The experience with ESTAR has demonstrated the potential of aperture synthesis for remote sensing of soil moisture from space. However, the measurement of soil moisture requires moderate sensitivity. Applications which require greater sensitivity (e.g. ocean salinity measurement requires (DT0.02 K) or synthesis in two dimensions (necessary from geostationary orbit) will require research to improve the image reconstruction algorithm and calibration methods. Although, accomplished successfully with ESTAR at the level needed to measure soil moisture from an aircraft platform, calibration for applications which require greater sensitivity and autonomous calibration in space require additional work. The transfer of data between the individual antennas and central processor (interconnect problem) is another area requiring work. This includes both the transfer of data back from the individual antennas and the delivery of reference signal (e.g. the LO) to the individual antennas. Finally, advances in correlator technology are needed to reduce the power requirements of the processing unit.

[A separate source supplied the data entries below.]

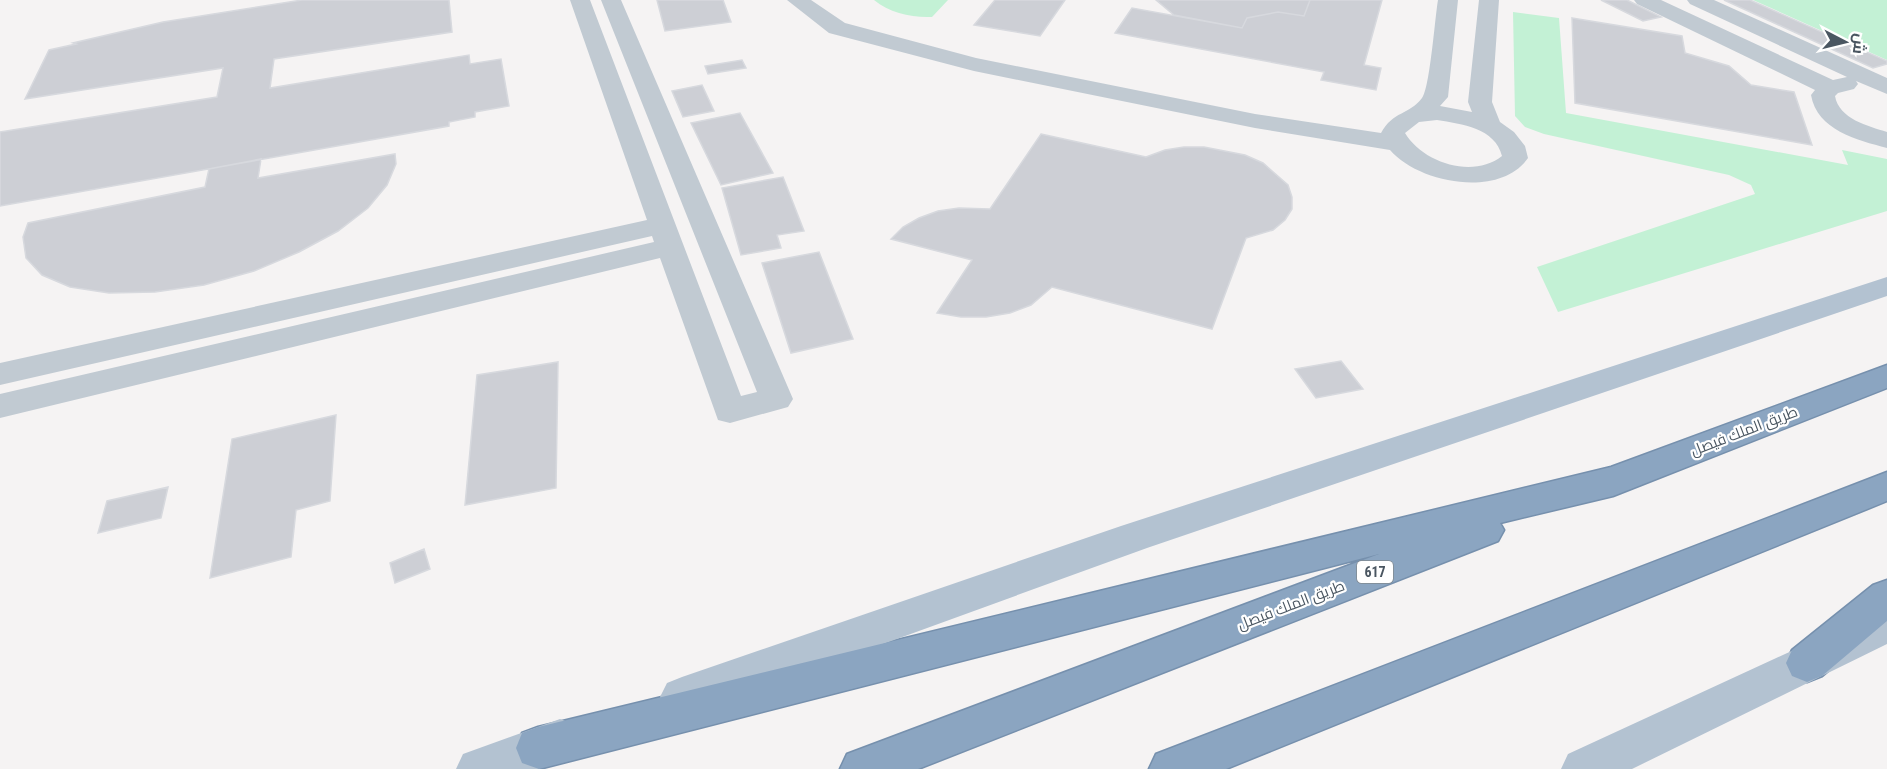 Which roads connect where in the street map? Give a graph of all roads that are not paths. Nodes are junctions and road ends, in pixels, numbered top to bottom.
1 (580, 0) edge
2 (611, 0) edge
3 (797, 0) edge
4 (1448, 0) edge
5 (1489, 0) edge
6 (1644, 0) edge
7 (1697, 0) edge
8 (1887, 87) edge
9 (1830, 88) junction
10 (1419, 115) junction
11 (1489, 126) junction
12 (1887, 140) edge
13 (1396, 143) junction
14 (666, 236) junction
15 (1887, 286) edge
16 (0, 374) edge
17 (1887, 376) edge
18 (0, 406) edge
19 (1619, 478) junction
20 (1887, 486) edge
21 (1887, 597) edge
22 (1887, 625) edge
23 (1807, 663) junction
24 (538, 748) junction
25 (479, 769) edge
26 (862, 769) edge
27 (1172, 769) edge
28 (1584, 769) edge

1 - 14 street
2 - 14 street
3 - 13 street
4 - 10 street
5 - 11 street
6 - 9 street
7 - 8 street
8 - 9 street
9 - 12 street
10 - 11 street
10 - 13 street
11 - 13 street
14 - 16 street
14 - 18 street
15 - 24 main road
17 - 19 highway, طريق الملك فيصل / 617
19 - 24 highway
19 - 26 highway, طريق الملك فيصل / 617
20 - 27 highway
21 - 23 highway
22 - 23 main road
23 - 28 main road
24 - 25 main road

IV. Current and Future Applications

ESTAR is unique in that it was the first radiometer built to test the concept of aperture synthesis for microwave remote sensing of the earth, and because it is a hybrid real-and-synthetic aperture combination. ESTAR has been successfully demonstrated in hydrology experiments at USDA research watersheds at Walnut Gulch, AZ (1991) and the Little Washita River Watershed in OK (1992). ESTAR continues to support hydrology research and studies at NASA's GSFC are underway to implement an ESTAR-style instrument in space to provide measurement of soil moisture to complement NASA's suite of EOS observations.

The potential for practical, high resolution microwave measurements from space has raised interest at other frequencies also. For example, studies are underway of a high resolution (1 km) instrument at 18 and 37 GHz to monitor thin ice and open water (leads) in the Arctic to support shipping along the Northern Sea Route. An instrument of the ESTAR-type (hybrid real-and-synthetic aperture) is being built at 37 GHz for the Department of Defense (Navy and Air Force) by Quadrant Engineering in Massachusetts. Research on aperture synthesis in two dimensions has also received much attention recently. In particular, ESA/ESTEC is studying the potential of aperture synthesis in two dimensions for remote sensing of soil moisture. An aircraft prototype is nearly complete (at L-band and using a Y-configuration) and studies are underway to define an instrument for monitoring soil moisture from space. Several laboratory instruments have also been developed for research on aperture synthesis in two dimensions. Instruments have been assembled in Denmark (TUD, N. Skou at 10 GHz), in Germany (DLR, Peichl and Seuss at 37 GHz), and in the U.S.A. at the Goddard Space Flight Center (12 GHz) and TRW (44 GHz, Pearlman and Davidhowser). Plans exist in France at CNES to build an instrument at C-band (6 GHz). A two dimensional instrument with a somewhat different configuration has been built in Japan (ETL, K. Komiyama at 10 GHz) and a related concept originally developed at Hughes (C. Wiley and Edelsohn, RADSAR) is continuing to receive attention.

V. Conclusion

Aperture synthesis is a new technique for microwave wave remote sensing of the environment. This technology could lead to a new generation of space-borne passive microwave sensors by helping to overcome limitations set by antenna aperture size. The advantage of aperture synthesis is that it can achieve spatial resolutions equivalent to a total power radiometer with a large effective collecting area using relatively small antennas. The reduction in sensitivity that this entails can be restored because the synthetic aperture system does not need to scan and collect energy from many independent antenna pair simultaneously.